亀井何某というおっさんが言っている、中小企業の「モラトリアム政策」も、中小企業を助けるのではなくて、会社の資金繰りで個人保証をしている中小企業経営者を助けるための政策であって、中小企業育成の観点から行われているものではない。
誤解を恐れずに言えば「左翼」とは、国家のない考え方で、搾取される側に立った論理で成り立っている。だから「左翼」は、国家や国旗を否定し、国家を守っている自衛隊を否定し、突き詰めると資本家を否定する。
いまどき、資本家などという言葉を聞くこともなくなったが、基本的には、「個人」を中心とした世界観で社会の枠組みを考える。

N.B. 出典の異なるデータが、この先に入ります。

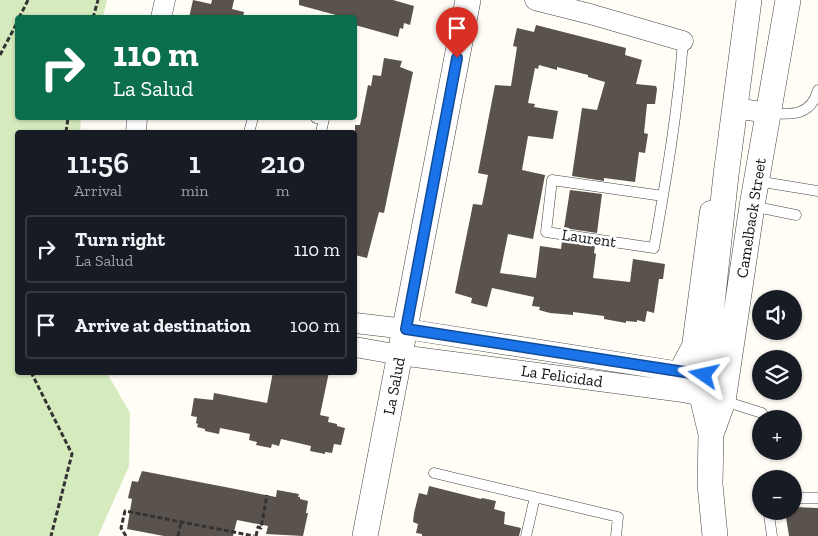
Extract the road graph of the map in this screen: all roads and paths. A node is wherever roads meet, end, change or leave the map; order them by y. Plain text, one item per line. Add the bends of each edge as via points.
1 (28, 0) edge
2 (98, 0) edge
3 (165, 0) edge
4 (468, 0) edge
5 (535, 0) edge
6 (749, 0) edge
7 (785, 1) edge
8 (21, 15) edge
9 (94, 15) edge
10 (162, 15) edge
11 (15, 27) edge
12 (683, 41) joint
13 (0, 55) edge
14 (818, 90) edge
15 (735, 108) junction
16 (768, 113) junction
17 (726, 175) junction
18 (757, 181) junction
19 (818, 191) edge
20 (663, 196) junction
21 (752, 206) junction
22 (796, 215) dead end
23 (357, 323) edge
24 (406, 329) junction
25 (357, 348) edge
26 (400, 356) junction
27 (679, 370) junction
28 (32, 375) edge
29 (714, 388) junction
30 (756, 410) edge
31 (434, 473) dead end
32 (267, 495) dead end
33 (535, 497) junction
34 (802, 498) edge
35 (818, 498) edge
36 (770, 520) edge
37 (181, 522) junction
38 (234, 534) edge
39 (51, 536) edge
40 (126, 536) edge
41 (178, 536) edge
42 (255, 536) edge
43 (365, 536) edge
44 (526, 536) edge
45 (616, 536) edge
46 (715, 536) edge
47 (772, 536) edge

1 - 8 path
2 - 9 path
3 - 10 street
4 - 24 street, La Salud
5 - 12 street, Laurent
6 - 15 street, Camelback Street
7 - 16 street, Camelback Street
11 - 13 path
12 - 20 lane, Laurent
14 - 16 lane via 815,100 805,110 790,115
15 - 16 street
15 - 17 street, Camelback Street
16 - 18 street, Camelback Street
17 - 27 street, Camelback Street via 711,205 692,346
17 - 29 street, Camelback Street
18 - 19 lane
18 - 21 street, Camelback Street
20 - 20 lane, Laurent via 552,180 546,232 654,248
21 - 22 lane
21 - 29 street, Camelback Street
23 - 24 street, La Felicidad
24 - 26 street, La Salud
24 - 27 street, La Felicidad
25 - 26 street, La Felicidad
26 - 29 street, La Felicidad via 683,392
26 - 43 street, La Salud
27 - 29 street, La Felicidad
28 - 39 path via 72,454
29 - 30 lane
29 - 46 street, Camelback Street via 710,484
31 - 33 lane
32 - 42 path via 261,528 258,527
33 - 44 lane
33 - 45 lane via 618,517
34 - 35 lane
36 - 47 lane
37 - 38 path
37 - 40 path via 125,511 121,528
37 - 41 path
38 - 42 path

一方、「保守」といわれる人々は、まず枠組みから考える。国家や防衛や外交という外側を整えた上で、内政へ向かおうとする。
どちらが正しいかなどという論議は無意味です。
時代は、その時代を生きる人々が選択し、あるいは強制されて動いてゆく。その意味からいえば、現在は、強大な権力を持った「左翼」と、行き場を失った「保守」がそれぞれにたたずんでいる風景なのです。
外圧が引き金を引くのか、内政の乱れが引き金を引くのか、緩やかな衰退、言葉を変えれば成熟社会が出現してくるのか今は分からない。
しかし、紛れもなく、どこかで何かが「噴火」する。その「噴火」は、直接見たり聞いたりしない限り「空振」となってわれわれの元へ届く。
はっきりしているのは、国家が「企業」を積極的に助けるなどという幻想的な世の中がしばらくはないということです。
小泉・竹中時代は「頑張るものには報酬を、頑張らない人は消えてくれ!」というひどい時代でした。これからしばらくは「頑張らない人も助けてあげます!」というもっとひどい時代がやってきます。だって、頑張らない人に差し上げる税金は、頑張った人々が納めたものなのですから、税金を納める人々がばかばかしくなってくる。年金を納めずに生活保護を受けたほうが、年金をもらうより多い収入を得てしまう。そうなると年金を真面目に納めている人々が切れてしまわないか。
右か左かなどという単純な問題ではなさそうです。
新政権が誕生して2週間以上たちますが、まだまだ全容が見えません。はっきりしているのは、国家が「企業」を積極的に助けるなどという幻想的な世の中がしばらくはないということです。
「覚悟」の時代の深度はますます深くなるようです。
どこからか「空振」が聞こえてこないか・・・・。